Exercise aim
Reproduce, character for character, the entries from their opening line through the line with "middle pip: (649, 326)".

Task data
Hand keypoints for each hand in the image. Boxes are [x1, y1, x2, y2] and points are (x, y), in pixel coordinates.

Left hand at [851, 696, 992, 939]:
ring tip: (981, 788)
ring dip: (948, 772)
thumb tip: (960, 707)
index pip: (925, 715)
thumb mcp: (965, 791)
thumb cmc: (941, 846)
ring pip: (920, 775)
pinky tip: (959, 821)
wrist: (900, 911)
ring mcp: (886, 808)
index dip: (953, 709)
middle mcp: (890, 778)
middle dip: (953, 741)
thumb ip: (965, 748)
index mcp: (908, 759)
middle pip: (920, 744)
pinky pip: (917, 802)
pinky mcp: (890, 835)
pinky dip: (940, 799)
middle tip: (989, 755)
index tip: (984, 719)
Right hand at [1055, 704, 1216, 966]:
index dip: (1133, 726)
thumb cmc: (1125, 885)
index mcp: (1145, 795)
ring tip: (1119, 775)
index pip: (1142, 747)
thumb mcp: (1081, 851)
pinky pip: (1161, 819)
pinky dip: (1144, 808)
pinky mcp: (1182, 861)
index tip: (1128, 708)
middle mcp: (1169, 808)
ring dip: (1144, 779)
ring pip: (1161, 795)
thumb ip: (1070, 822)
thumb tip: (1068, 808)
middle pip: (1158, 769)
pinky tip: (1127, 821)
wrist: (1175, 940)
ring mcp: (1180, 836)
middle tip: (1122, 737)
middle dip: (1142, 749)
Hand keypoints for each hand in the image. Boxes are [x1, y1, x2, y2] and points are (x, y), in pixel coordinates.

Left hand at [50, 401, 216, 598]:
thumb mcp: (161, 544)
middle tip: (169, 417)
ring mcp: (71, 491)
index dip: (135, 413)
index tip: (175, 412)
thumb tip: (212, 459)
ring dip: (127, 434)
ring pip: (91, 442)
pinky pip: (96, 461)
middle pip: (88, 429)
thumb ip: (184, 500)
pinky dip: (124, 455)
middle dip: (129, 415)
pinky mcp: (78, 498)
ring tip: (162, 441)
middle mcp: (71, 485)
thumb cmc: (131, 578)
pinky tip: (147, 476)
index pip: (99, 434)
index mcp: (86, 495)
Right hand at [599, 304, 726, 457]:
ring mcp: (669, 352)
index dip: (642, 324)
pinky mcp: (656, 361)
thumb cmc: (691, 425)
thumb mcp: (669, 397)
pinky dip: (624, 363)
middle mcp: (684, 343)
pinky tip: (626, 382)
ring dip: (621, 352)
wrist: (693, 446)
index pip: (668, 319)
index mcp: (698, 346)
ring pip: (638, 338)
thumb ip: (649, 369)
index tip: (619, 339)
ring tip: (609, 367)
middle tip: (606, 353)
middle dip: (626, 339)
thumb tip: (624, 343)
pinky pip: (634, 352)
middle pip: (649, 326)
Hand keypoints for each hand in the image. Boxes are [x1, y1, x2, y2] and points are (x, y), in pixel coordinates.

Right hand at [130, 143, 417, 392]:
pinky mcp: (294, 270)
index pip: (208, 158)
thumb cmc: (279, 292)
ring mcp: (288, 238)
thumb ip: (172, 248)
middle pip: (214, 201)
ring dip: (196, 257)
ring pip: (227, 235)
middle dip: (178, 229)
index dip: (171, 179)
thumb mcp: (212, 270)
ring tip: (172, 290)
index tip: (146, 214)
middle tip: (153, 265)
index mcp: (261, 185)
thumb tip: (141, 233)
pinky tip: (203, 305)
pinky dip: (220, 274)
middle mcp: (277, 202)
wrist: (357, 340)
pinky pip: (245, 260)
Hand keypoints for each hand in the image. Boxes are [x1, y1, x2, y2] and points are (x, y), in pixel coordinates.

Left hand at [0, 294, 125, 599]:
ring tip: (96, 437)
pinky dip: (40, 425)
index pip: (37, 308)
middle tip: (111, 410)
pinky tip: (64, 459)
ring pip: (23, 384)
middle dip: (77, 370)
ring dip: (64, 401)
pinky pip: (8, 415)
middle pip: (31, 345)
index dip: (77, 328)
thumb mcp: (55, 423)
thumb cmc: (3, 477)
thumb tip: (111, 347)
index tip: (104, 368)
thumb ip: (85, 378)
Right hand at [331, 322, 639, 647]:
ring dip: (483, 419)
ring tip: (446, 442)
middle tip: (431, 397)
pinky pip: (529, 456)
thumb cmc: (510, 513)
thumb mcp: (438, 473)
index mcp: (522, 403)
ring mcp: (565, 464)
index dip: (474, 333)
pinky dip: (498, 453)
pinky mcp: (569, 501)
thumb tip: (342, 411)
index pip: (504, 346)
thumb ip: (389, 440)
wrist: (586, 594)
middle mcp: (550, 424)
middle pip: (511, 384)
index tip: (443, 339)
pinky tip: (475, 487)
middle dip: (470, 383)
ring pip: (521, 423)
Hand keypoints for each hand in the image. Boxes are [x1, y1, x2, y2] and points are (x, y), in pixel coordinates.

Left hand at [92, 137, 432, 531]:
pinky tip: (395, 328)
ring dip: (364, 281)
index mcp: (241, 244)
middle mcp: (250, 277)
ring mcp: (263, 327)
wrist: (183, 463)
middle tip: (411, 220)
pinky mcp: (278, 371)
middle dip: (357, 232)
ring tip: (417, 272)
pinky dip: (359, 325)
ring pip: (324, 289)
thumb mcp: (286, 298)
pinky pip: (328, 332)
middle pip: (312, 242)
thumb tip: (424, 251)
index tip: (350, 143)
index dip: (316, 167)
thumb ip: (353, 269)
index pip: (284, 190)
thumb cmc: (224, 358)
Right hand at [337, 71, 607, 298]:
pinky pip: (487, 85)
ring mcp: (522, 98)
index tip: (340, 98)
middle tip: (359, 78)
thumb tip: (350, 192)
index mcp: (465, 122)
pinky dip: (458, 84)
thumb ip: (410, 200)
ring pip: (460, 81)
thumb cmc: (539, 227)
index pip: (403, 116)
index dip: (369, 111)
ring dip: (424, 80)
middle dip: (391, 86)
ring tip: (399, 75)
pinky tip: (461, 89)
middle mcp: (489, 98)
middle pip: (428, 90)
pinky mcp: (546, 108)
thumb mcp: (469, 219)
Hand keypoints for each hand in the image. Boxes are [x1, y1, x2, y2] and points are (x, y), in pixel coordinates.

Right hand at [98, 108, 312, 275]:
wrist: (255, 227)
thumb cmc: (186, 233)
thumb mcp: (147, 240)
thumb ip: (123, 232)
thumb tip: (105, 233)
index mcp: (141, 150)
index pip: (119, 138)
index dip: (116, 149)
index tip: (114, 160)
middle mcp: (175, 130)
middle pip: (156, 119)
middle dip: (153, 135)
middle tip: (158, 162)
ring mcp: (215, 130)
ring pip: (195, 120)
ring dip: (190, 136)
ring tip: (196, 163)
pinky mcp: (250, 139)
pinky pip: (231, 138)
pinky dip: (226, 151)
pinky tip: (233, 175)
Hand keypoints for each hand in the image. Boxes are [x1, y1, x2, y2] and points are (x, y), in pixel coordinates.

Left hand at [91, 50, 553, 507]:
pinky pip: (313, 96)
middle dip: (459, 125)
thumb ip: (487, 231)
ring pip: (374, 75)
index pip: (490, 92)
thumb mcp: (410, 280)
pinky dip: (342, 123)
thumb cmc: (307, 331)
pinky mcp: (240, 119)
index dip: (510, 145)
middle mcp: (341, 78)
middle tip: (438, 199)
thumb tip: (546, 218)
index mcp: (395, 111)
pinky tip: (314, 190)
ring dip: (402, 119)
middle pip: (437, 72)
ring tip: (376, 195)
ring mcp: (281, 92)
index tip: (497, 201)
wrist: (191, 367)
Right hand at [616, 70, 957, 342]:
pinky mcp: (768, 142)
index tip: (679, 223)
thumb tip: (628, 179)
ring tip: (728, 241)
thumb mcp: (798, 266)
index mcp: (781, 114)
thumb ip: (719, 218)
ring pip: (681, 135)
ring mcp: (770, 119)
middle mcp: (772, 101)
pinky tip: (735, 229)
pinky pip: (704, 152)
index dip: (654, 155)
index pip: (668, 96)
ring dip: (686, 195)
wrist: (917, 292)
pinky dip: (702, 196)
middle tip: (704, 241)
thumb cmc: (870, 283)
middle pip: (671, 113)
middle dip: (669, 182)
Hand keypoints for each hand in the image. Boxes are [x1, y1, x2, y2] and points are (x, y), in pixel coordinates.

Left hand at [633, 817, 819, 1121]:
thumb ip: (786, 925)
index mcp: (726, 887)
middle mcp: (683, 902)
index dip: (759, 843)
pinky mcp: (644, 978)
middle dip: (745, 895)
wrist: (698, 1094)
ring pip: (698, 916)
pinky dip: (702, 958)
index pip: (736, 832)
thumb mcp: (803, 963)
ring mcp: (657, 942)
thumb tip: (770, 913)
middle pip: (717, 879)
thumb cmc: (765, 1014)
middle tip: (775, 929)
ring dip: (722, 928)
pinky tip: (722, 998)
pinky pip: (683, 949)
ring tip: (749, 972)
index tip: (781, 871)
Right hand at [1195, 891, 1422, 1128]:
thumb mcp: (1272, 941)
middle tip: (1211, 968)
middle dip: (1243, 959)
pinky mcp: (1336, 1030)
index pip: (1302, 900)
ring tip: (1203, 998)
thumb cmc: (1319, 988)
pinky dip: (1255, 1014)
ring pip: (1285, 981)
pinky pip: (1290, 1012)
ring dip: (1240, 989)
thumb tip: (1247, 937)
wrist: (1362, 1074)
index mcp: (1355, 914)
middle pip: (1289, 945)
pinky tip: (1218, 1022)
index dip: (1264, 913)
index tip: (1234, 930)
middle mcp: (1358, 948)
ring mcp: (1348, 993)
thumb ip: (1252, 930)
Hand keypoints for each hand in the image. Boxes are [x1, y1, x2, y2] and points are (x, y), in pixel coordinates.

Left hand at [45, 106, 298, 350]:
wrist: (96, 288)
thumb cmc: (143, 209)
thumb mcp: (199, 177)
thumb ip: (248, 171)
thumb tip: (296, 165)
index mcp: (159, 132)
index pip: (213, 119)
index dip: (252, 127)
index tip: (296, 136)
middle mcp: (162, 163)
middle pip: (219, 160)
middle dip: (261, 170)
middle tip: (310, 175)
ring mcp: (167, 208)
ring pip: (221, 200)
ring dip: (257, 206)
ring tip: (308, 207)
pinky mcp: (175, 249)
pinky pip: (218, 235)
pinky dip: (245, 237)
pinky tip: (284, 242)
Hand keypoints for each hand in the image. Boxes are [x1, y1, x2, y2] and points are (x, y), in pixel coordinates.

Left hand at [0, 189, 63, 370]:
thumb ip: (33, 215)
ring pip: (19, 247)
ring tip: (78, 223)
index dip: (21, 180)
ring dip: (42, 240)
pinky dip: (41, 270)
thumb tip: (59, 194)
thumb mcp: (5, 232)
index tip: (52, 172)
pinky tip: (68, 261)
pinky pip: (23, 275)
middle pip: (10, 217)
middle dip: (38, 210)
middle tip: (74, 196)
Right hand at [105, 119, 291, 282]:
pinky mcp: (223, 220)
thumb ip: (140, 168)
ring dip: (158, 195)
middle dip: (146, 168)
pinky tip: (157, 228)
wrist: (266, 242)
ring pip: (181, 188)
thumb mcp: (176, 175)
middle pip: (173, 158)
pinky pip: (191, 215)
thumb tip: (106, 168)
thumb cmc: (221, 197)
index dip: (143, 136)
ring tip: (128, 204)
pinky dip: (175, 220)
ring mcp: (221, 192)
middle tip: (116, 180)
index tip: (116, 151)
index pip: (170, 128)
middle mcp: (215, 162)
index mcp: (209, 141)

Written solution
Hand keypoints for each hand in the image. Boxes are [x1, y1, x2, y2] and points are (x, y), in pixel coordinates.

Left hand at [851, 696, 992, 939]:
ring tip: (981, 788)
ring dip: (948, 772)
thumb tip: (960, 707)
index pip: (925, 715)
thumb mcp: (965, 791)
thumb cmc: (941, 846)
ring pip: (920, 775)
pinky tip: (959, 821)
wrist: (900, 911)
ring mcp: (886, 808)
index dip: (953, 709)
middle mcp: (890, 778)
middle dip: (953, 741)
thumb ip: (965, 748)
index mcp: (908, 759)
middle pip: (920, 744)
pinky pip: (917, 802)
pinky mcp: (890, 835)
pinky dip: (940, 799)
middle tip: (989, 755)
index tip: (984, 719)
Right hand at [1055, 704, 1216, 966]:
index dip: (1133, 726)
thumb cmc: (1125, 885)
index mcp: (1145, 795)
ring tip: (1119, 775)
index pip: (1142, 747)
thumb mcp: (1081, 851)
pinky pip: (1161, 819)
pinky dip: (1144, 808)
pinky mcp: (1182, 861)
index tip: (1128, 708)
middle mcp: (1169, 808)
ring dip: (1144, 779)
ring pip: (1161, 795)
thumb ip: (1070, 822)
thumb tip: (1068, 808)
middle pip: (1158, 769)
pinky tip: (1127, 821)
wrist: (1175, 940)
ring mcp: (1180, 836)
middle tip: (1122, 737)
middle dip: (1142, 749)
Hand keypoints for each hand in the image. Boxes are [x1, y1, x2, y2] and points are (x, y), in pixel coordinates.

Left hand at [50, 401, 216, 598]:
thumb mcp: (161, 544)
middle tip: (169, 417)
ring mcp: (71, 491)
index dip: (135, 413)
index tip: (175, 412)
thumb tip: (212, 459)
ring dip: (127, 434)
ring pip: (91, 442)
pinky pip: (96, 461)
middle pip: (88, 429)
thumb ip: (184, 500)
pinky dip: (124, 455)
middle dip: (129, 415)
pinky mcp: (78, 498)
ring tip: (162, 441)
middle mcp: (71, 485)
thumb cmc: (131, 578)
pinky tip: (147, 476)
index pip: (99, 434)
index mcp: (86, 495)
Right hand at [599, 304, 726, 457]:
ring mcp: (669, 352)
index dip: (642, 324)
pinky mcp: (656, 361)
thumb cmc: (691, 425)
thumb mcp: (669, 397)
pinky dip: (624, 363)
middle mcp: (684, 343)
pinky tip: (626, 382)
ring dip: (621, 352)
wrist: (693, 446)
index pip: (668, 319)
index mcp: (698, 346)
ring pip: (638, 338)
thumb ip: (649, 369)
index tip: (619, 339)
ring tip: (609, 367)
middle tip: (606, 353)
middle dip: (626, 339)
thumb tip: (624, 343)
pinky pip: (634, 352)
middle pip: (649, 326)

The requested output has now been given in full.